▶ [Task directions]
Repeat every record below exactly, omitting any pictures.
*** Block opens ***
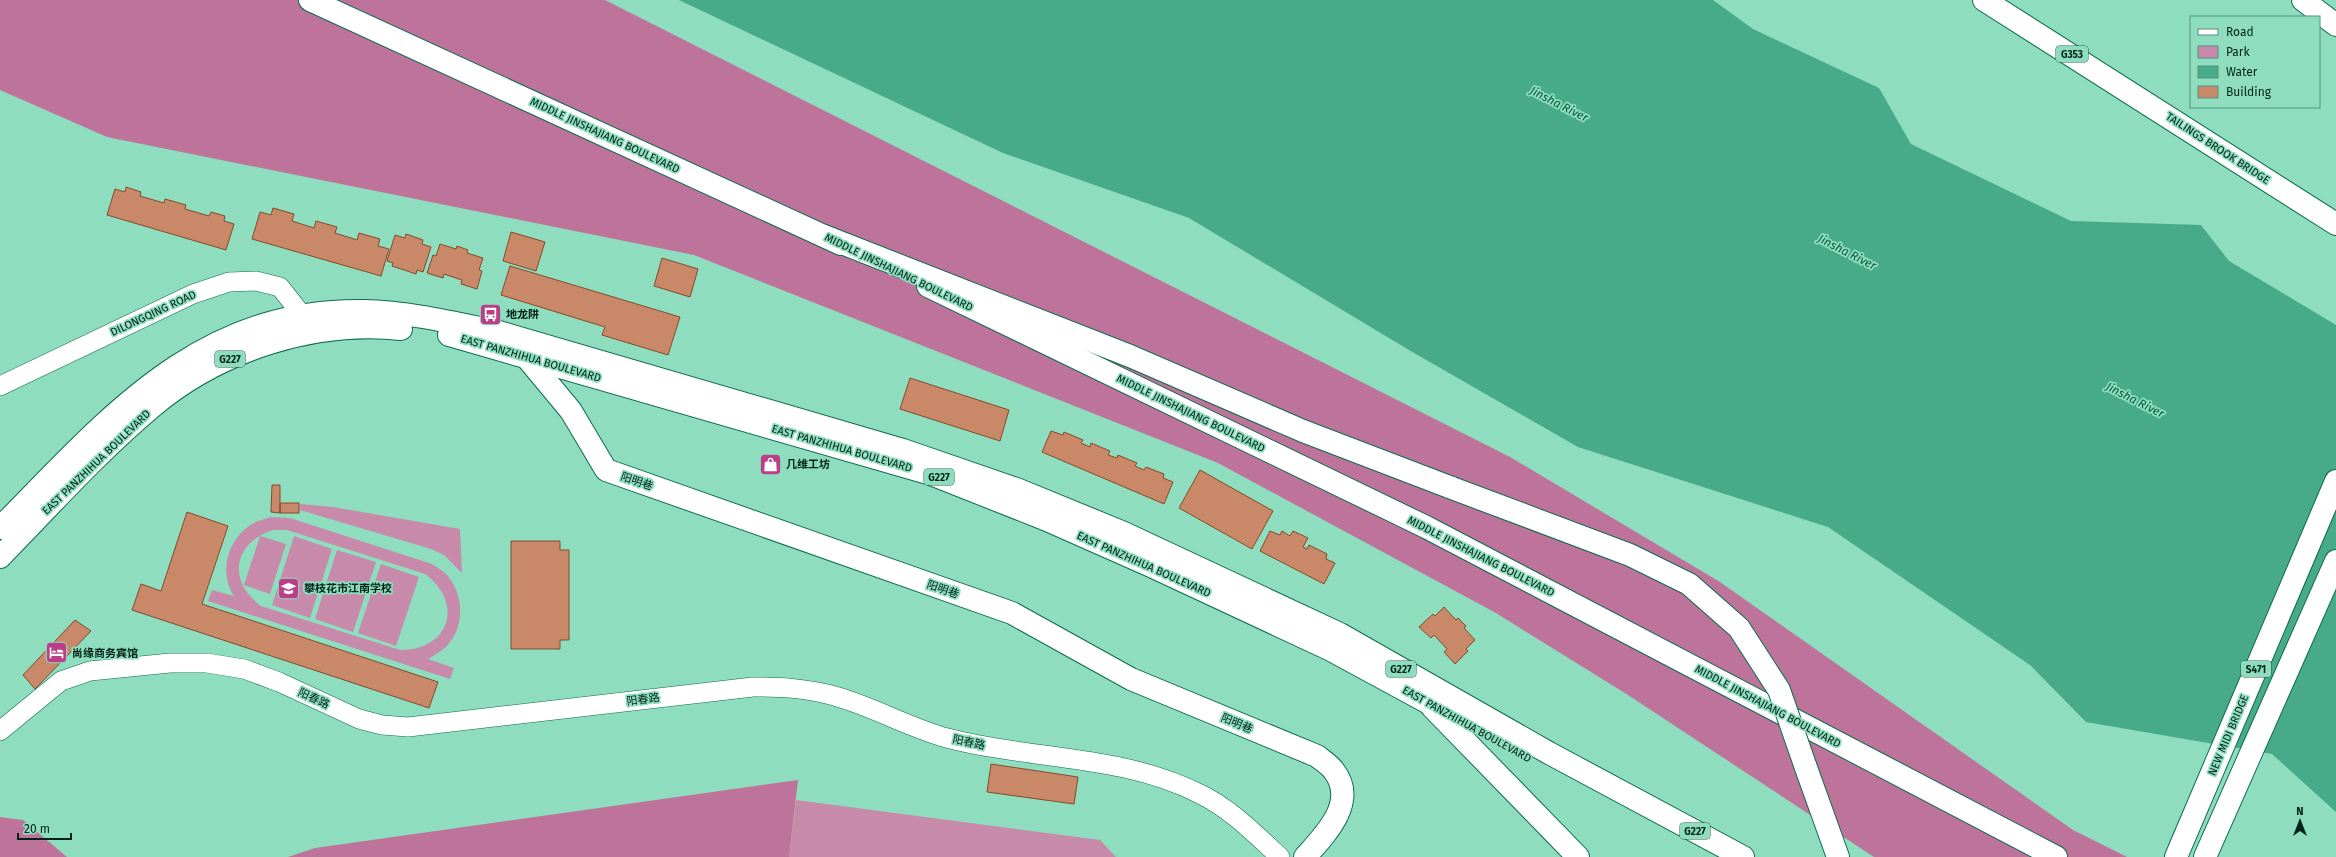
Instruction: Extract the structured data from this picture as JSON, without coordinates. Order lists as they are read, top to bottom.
{
  "streets": {
    "main road": [
      "G353",
      "MIDDLE JINSHAJIANG BOULEVARD",
      "TAILINGS BROOK BRIDGE",
      "EAST PANZHIHUA BOULEVARD",
      "G227",
      "阳明巷",
      "S471",
      "NEW MIDI BRIDGE"
    ],
    "street": ["DILONGQING ROAD", "阳春路"]
  },
  "crossings": [
    ["DILONGQING ROAD", "EAST PANZHIHUA BOULEVARD"],
    ["EAST PANZHIHUA BOULEVARD", "阳明巷"]
  ],
  "water": ["Jinsha River"],
  "places": {
    "bus stop": ["地龙阱"],
    "shop": ["几维工坊"],
    "school or university": ["攀枝花市江南学校"],
    "hotel": ["尚缘商务宾馆"]
  },
  "legend": [
    "Road",
    "Park",
    "Water",
    "Building"
  ],
  "scale_bar": "20 m",
  "north": "top"
}
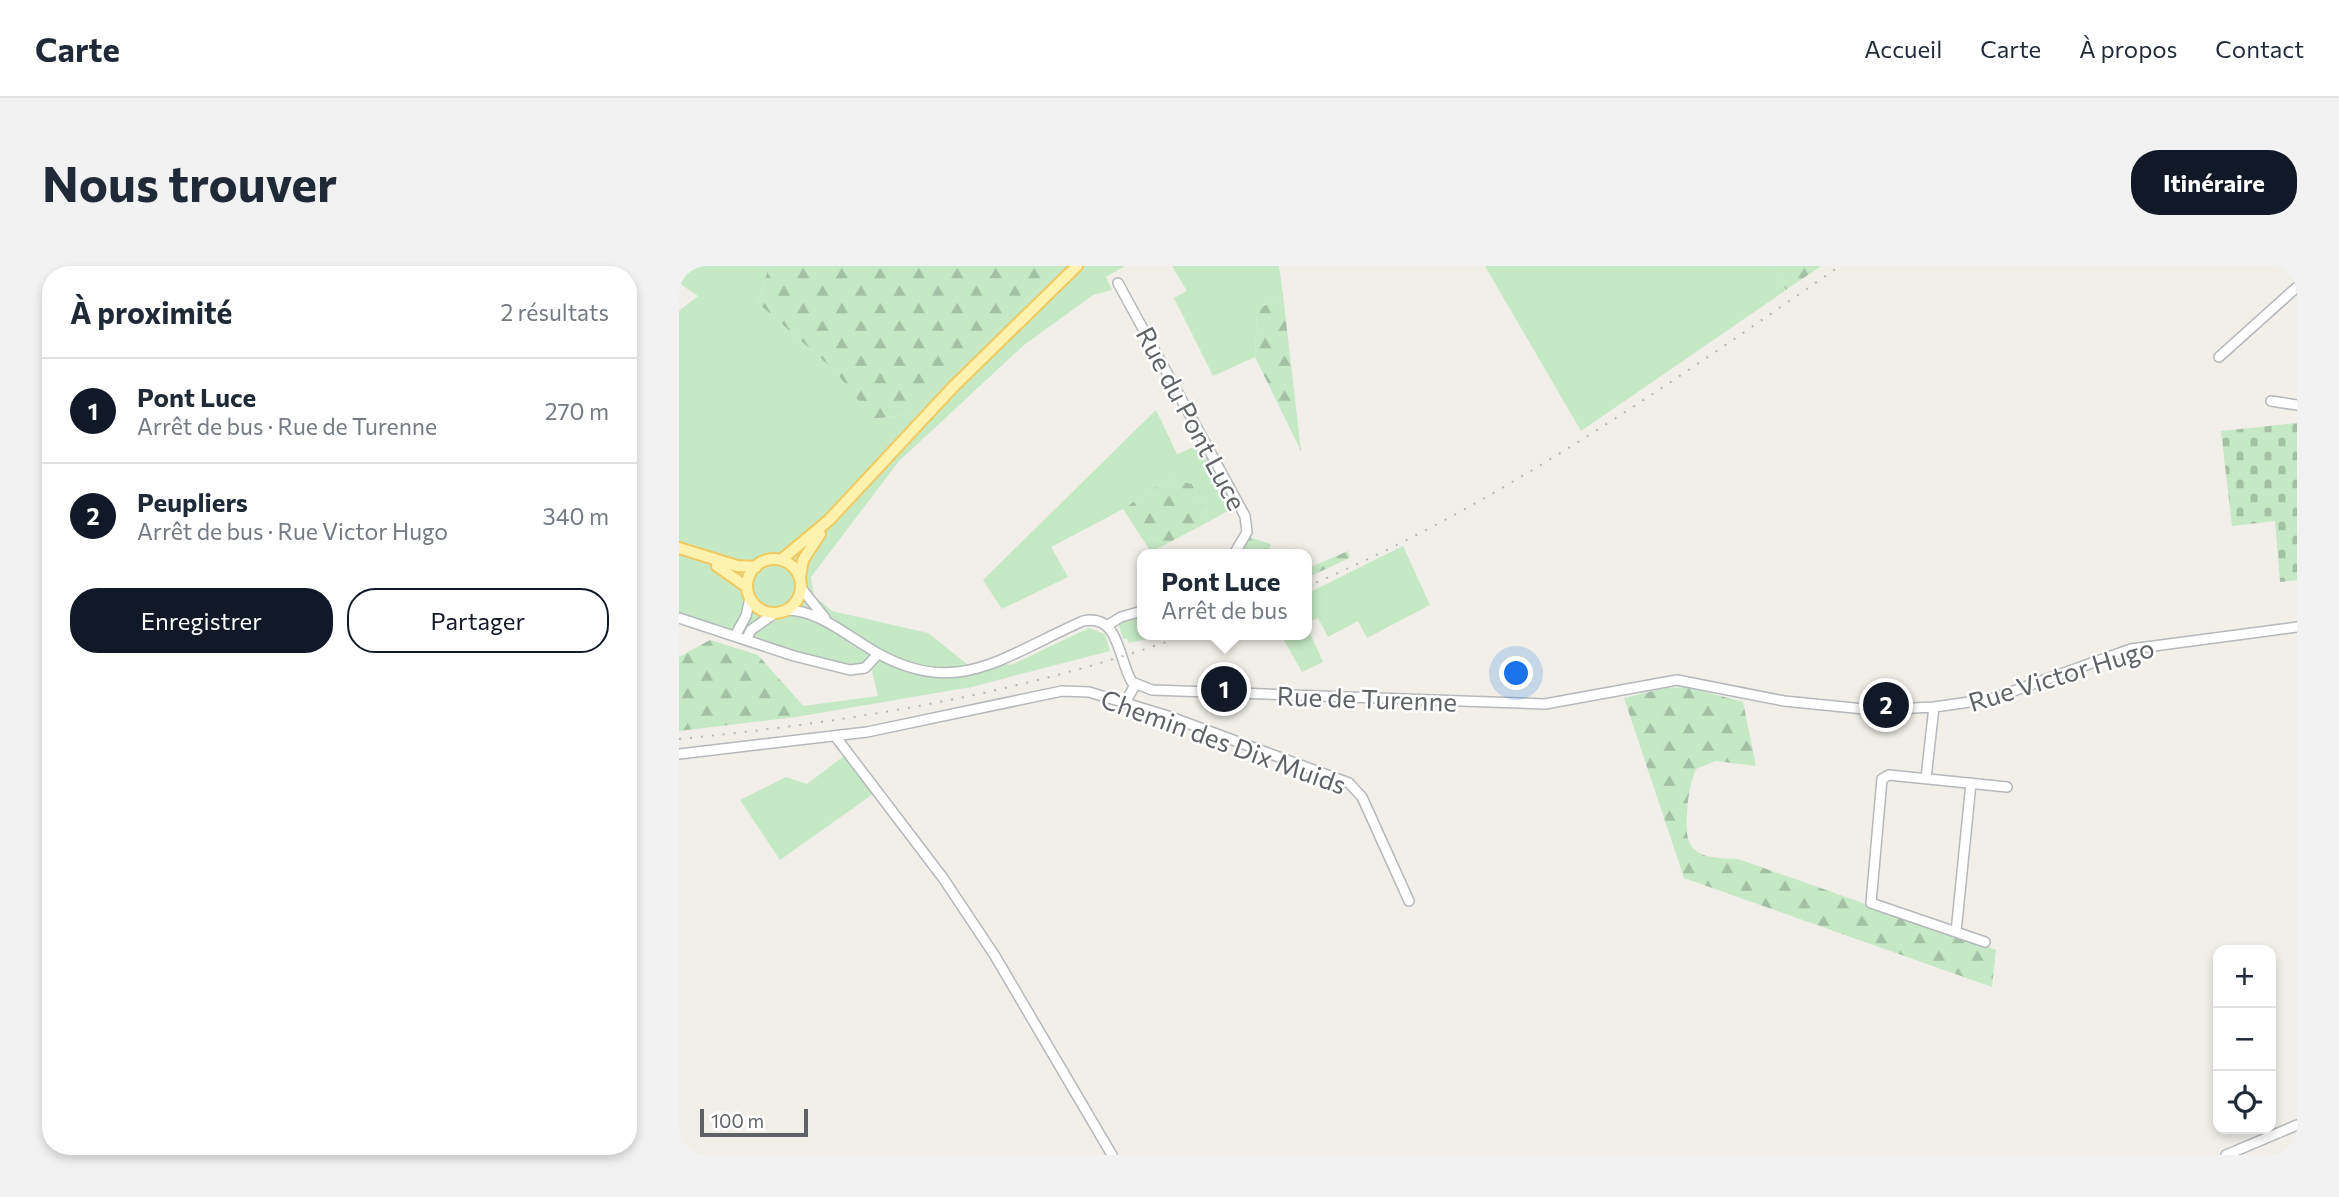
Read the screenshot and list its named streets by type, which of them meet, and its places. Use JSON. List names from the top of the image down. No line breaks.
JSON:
{"streets":{"street":["Rue du Pont Luce","Rue Victor Hugo","Rue de Turenne","Chemin des Dix Muids"]},"crossings":[["Rue Victor Hugo","Rue de Turenne"]],"scale_bar":"100 m","page":{"header":"Carte","nav":["Accueil","Carte","À propos","Contact"],"buttons":["Itinéraire",["Enregistrer","Partager"]],"title":"Nous trouver","heading":["À proximité","2 résultats"],"list":[{"mark":"1","name":"Pont Luce","note":"Arrêt de bus · Rue de Turenne","value":"270 m"},{"mark":"2","name":"Peupliers","note":"Arrêt de bus · Rue Victor Hugo","value":"340 m"}],"popup":["Pont Luce","Arrêt de bus"],"pins":["1","2"],"map_buttons":["+","−"],"scale":"100 m"}}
*** Block closes ***
▶ [Written solution]
Instruction: Extract the structured data from this picture as JSON, without coordinates. Order lists as they are read, top to bottom.
{
  "streets": {
    "main road": [
      "G353",
      "MIDDLE JINSHAJIANG BOULEVARD",
      "TAILINGS BROOK BRIDGE",
      "EAST PANZHIHUA BOULEVARD",
      "G227",
      "阳明巷",
      "S471",
      "NEW MIDI BRIDGE"
    ],
    "street": ["DILONGQING ROAD", "阳春路"]
  },
  "crossings": [
    ["DILONGQING ROAD", "EAST PANZHIHUA BOULEVARD"],
    ["EAST PANZHIHUA BOULEVARD", "阳明巷"]
  ],
  "water": ["Jinsha River"],
  "places": {
    "bus stop": ["地龙阱"],
    "shop": ["几维工坊"],
    "school or university": ["攀枝花市江南学校"],
    "hotel": ["尚缘商务宾馆"]
  },
  "legend": [
    "Road",
    "Park",
    "Water",
    "Building"
  ],
  "scale_bar": "20 m",
  "north": "top"
}
Read the screenshot and list its named streets by type, which of them meet, and its places. Use JSON. List names from the top of the image down. No line breaks.
JSON:
{"streets":{"street":["Rue du Pont Luce","Rue Victor Hugo","Rue de Turenne","Chemin des Dix Muids"]},"crossings":[["Rue Victor Hugo","Rue de Turenne"]],"scale_bar":"100 m","page":{"header":"Carte","nav":["Accueil","Carte","À propos","Contact"],"buttons":["Itinéraire",["Enregistrer","Partager"]],"title":"Nous trouver","heading":["À proximité","2 résultats"],"list":[{"mark":"1","name":"Pont Luce","note":"Arrêt de bus · Rue de Turenne","value":"270 m"},{"mark":"2","name":"Peupliers","note":"Arrêt de bus · Rue Victor Hugo","value":"340 m"}],"popup":["Pont Luce","Arrêt de bus"],"pins":["1","2"],"map_buttons":["+","−"],"scale":"100 m"}}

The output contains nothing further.